Роберт Оуэн еще в 1816 г. говорил о своих рабочих, что «какую бы заработную плату они не получали, основная их масса обречена на жалкое и убогое существование…» (То the British Master Manufactures. P. 146). Стоит вспомнить и прогноз Адама Смита о том, что оторванный от земли работник полностью утратит любые интеллектуальные интересы. А М'Фарлейн предсказывал, что «умение писать и читать будет становиться в среде простого народа все более редким» (Enquiries Concerning the Poor. 1782. P. 249–250). Примерно тридцать лет спустя Оуэн объяснял деградацию рабочих «отсутствием родительской заботы в детстве» и «изнурительным трудом», вследствие чего «в тех случаях, когда они получают высокую зарплату, невежество делает их неспособными разумно ею распорядиться». Сам он платил своим рабочим немного, повышая их статус через искусственное создание совершенно новой культурной среди.
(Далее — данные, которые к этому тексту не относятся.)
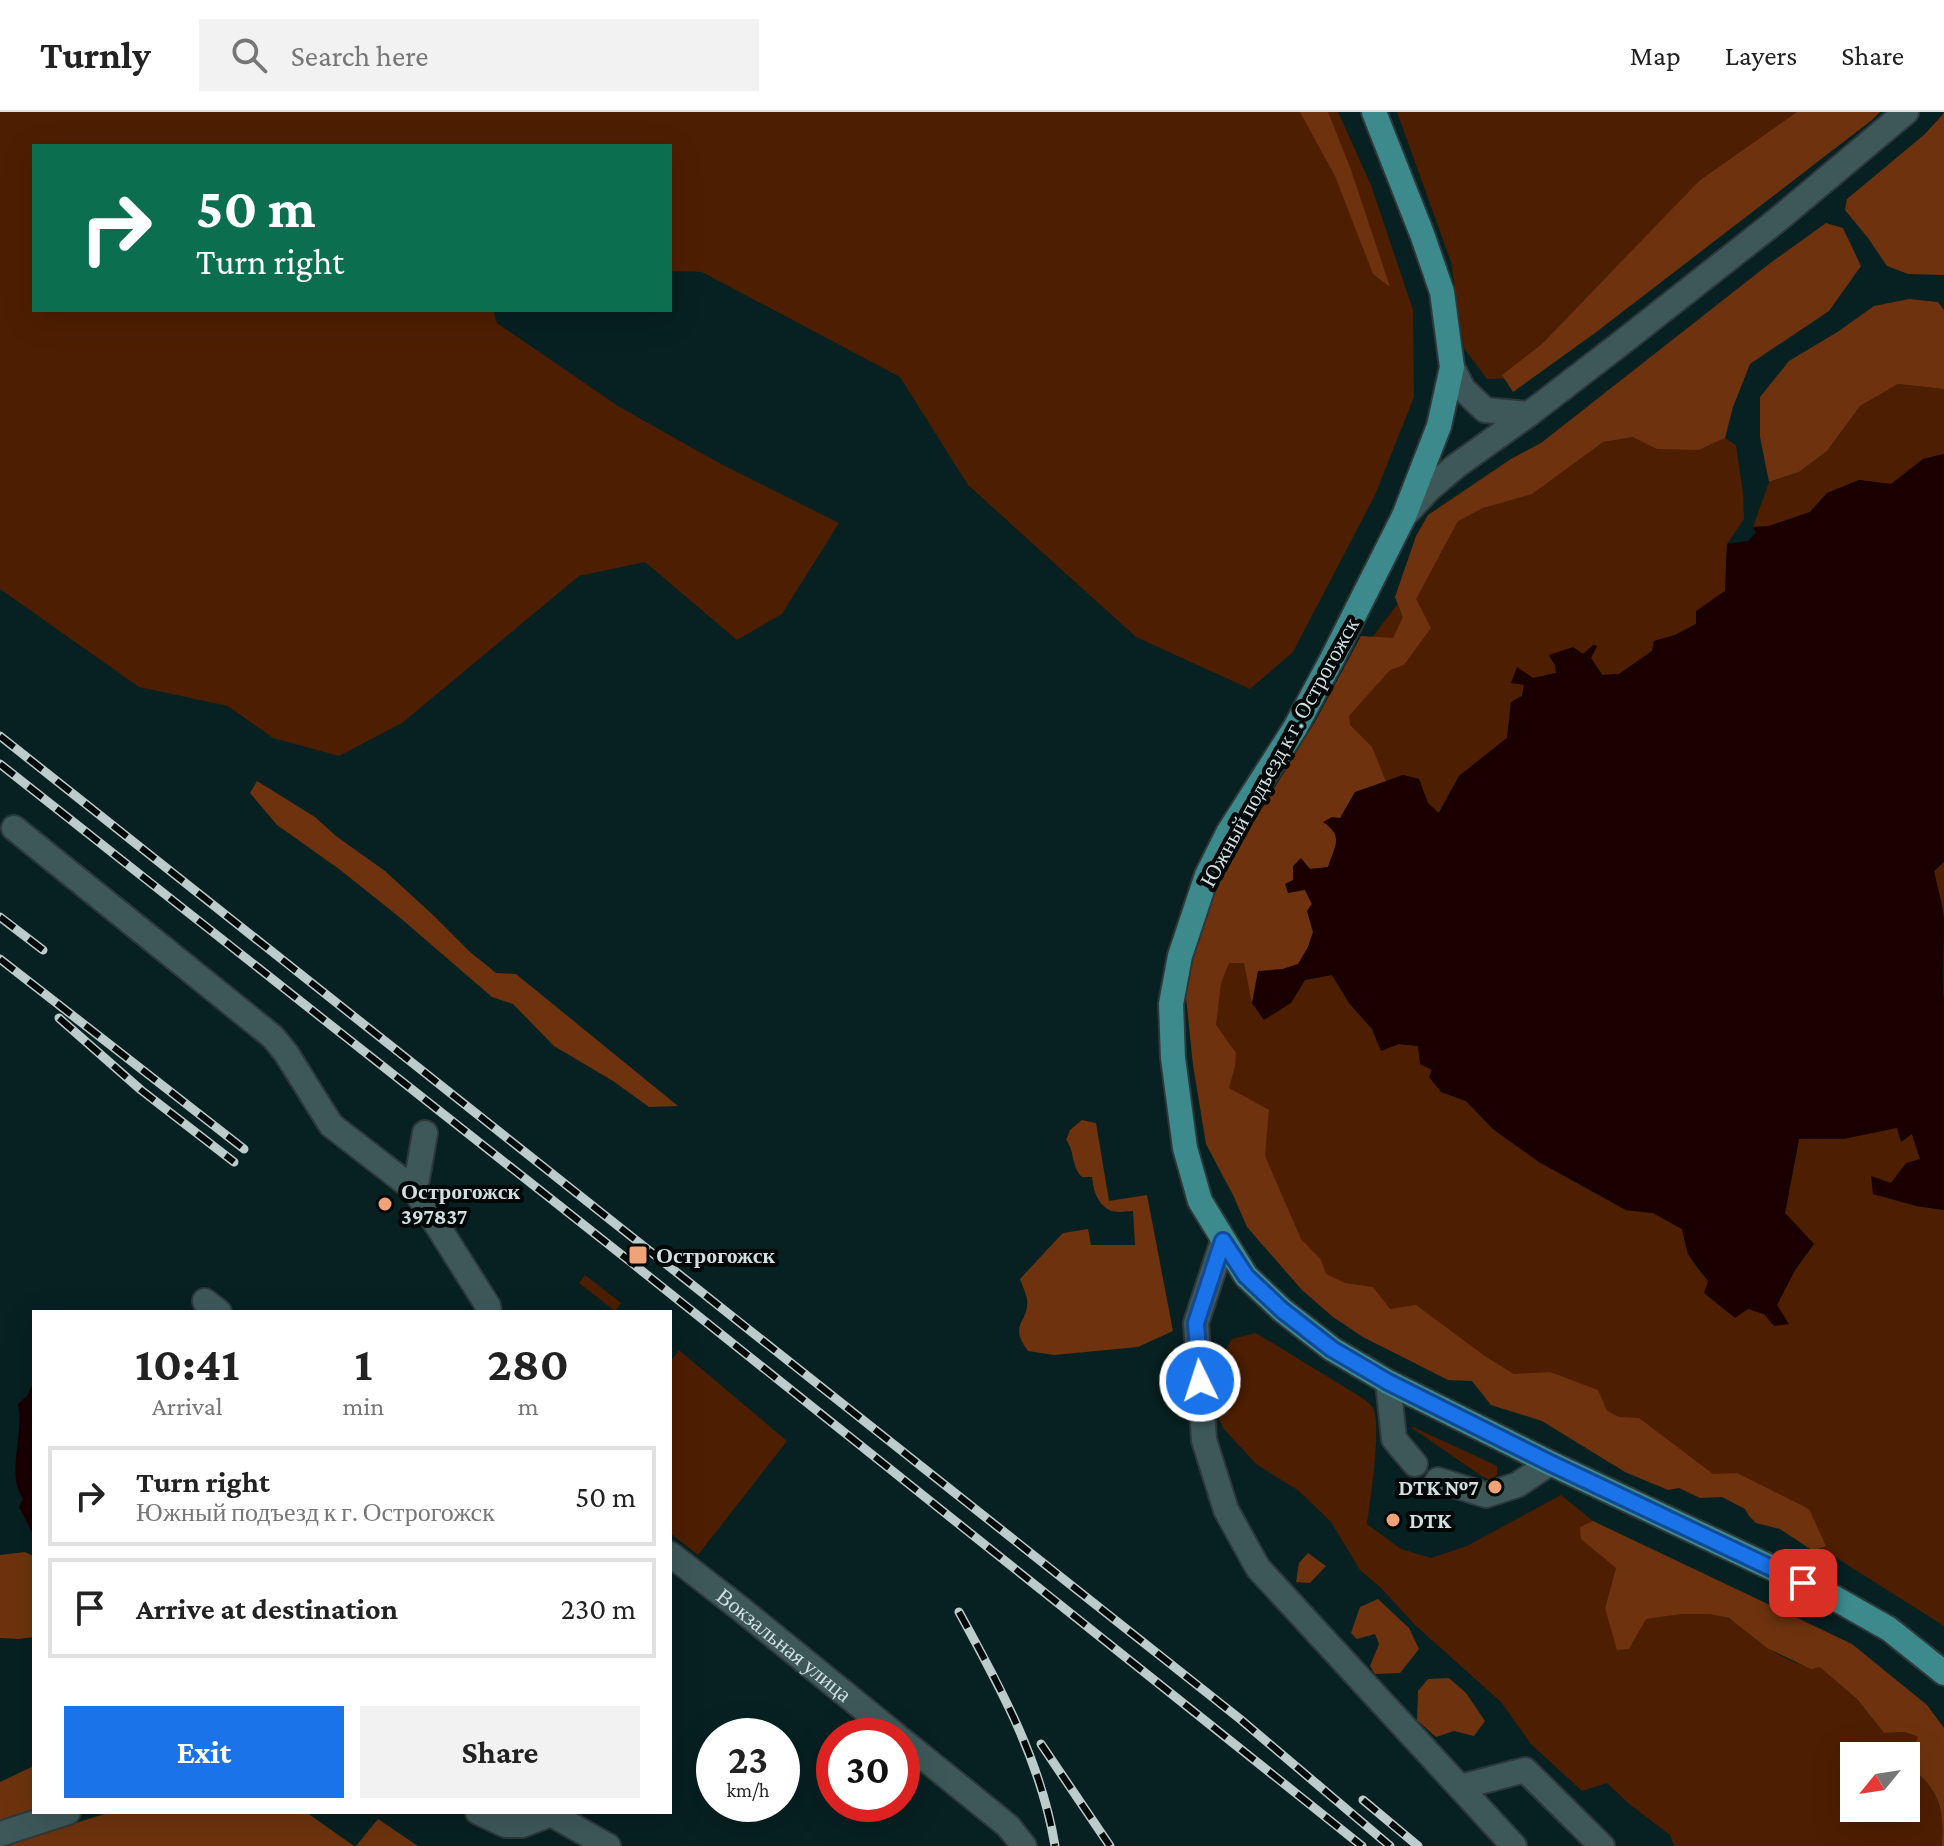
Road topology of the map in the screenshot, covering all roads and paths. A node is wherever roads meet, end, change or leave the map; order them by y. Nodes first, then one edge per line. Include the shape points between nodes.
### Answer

Пороки, распространившиеся в массе народа, были в целом те же, что и у цветного населения, которое деградировало под влиянием разрушительного контакта культур: пьянство, проституция, воровство, недостаток бережливости и предусмотрительности, неряшливость, низкая производительность труда, отсутствие чувства собственного достоинства и силы духа. Распространение рыночной экономики разрушало традиционную структуру крестьянского мира, сельскую общину, семью, старинные формы землевладения, нормы и обычаи, удерживавшие человеческую жизнь в рамках культурного поля. Защита, предоставленная Спинхемлендом, лишь ухудшила ситуацию. К началу 1830-х гг. социальная катастрофа простого народа была столь же полной, как и у современных кафров. Выдающийся негритянский социолог Чарльз С. Джонсон — и только он один — изменил аналогию между расовым вырождением и классовой деградацией, применив ее к последнему феномену: «В Англии, где промышленная революция развивалась быстрее, чем в остальной Европе, вызванный радикальным экономическим переустройством социальный хаос превратил детей бедняков в подобие „вещей“, которыми впоследствии суждено было стать африканским рабам… Аргументы, приводившиеся в оправдание системы детского крепостничества, почти тождественны апологиям работорговли» (Race Relations and Social Change. In: E. Thompson, Race Relations and the Race Problem. 1939. P. 274).